- Task details -
Where does the string "dead" appear in the records? Copy each line that holds it.

- Entries supplied -
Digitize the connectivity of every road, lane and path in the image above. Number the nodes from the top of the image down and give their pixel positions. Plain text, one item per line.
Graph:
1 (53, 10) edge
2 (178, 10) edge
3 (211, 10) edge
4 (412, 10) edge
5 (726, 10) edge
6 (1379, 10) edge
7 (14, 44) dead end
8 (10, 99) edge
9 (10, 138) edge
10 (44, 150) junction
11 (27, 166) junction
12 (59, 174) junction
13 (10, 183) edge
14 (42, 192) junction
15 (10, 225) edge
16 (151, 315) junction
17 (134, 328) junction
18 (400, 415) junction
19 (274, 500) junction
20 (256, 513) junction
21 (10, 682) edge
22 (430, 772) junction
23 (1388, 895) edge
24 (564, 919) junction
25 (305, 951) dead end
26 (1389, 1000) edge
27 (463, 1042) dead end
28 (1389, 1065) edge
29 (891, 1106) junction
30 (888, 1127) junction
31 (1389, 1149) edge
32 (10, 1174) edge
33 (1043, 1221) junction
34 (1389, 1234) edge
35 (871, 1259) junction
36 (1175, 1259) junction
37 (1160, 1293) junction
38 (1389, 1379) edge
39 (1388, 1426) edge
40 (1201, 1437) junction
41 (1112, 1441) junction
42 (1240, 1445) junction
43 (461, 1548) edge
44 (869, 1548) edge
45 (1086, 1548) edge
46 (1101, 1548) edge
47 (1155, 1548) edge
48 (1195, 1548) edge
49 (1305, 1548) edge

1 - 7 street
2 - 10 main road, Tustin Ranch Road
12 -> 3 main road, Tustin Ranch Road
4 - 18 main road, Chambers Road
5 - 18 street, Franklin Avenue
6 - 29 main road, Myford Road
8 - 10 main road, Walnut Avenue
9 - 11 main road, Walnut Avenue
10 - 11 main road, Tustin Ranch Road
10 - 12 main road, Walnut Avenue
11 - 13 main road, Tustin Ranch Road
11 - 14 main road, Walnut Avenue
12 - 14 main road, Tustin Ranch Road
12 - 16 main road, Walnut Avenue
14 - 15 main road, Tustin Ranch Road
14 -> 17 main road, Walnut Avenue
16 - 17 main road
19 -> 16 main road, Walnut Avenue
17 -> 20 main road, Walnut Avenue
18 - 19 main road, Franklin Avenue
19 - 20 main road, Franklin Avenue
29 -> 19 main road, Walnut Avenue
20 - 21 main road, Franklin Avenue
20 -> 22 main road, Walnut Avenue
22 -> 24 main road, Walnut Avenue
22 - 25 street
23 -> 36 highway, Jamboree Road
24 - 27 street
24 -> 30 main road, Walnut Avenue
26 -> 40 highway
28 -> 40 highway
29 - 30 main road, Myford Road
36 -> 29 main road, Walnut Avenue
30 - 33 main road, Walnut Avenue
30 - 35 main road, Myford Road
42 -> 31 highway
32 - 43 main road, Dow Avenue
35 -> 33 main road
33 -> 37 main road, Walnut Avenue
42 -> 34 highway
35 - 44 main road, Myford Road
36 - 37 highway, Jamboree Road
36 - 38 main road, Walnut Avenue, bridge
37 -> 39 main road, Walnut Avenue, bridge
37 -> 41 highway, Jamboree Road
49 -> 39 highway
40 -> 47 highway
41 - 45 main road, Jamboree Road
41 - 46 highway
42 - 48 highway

- Answer to the exercise -
7 (14, 44) dead end
25 (305, 951) dead end
27 (463, 1042) dead end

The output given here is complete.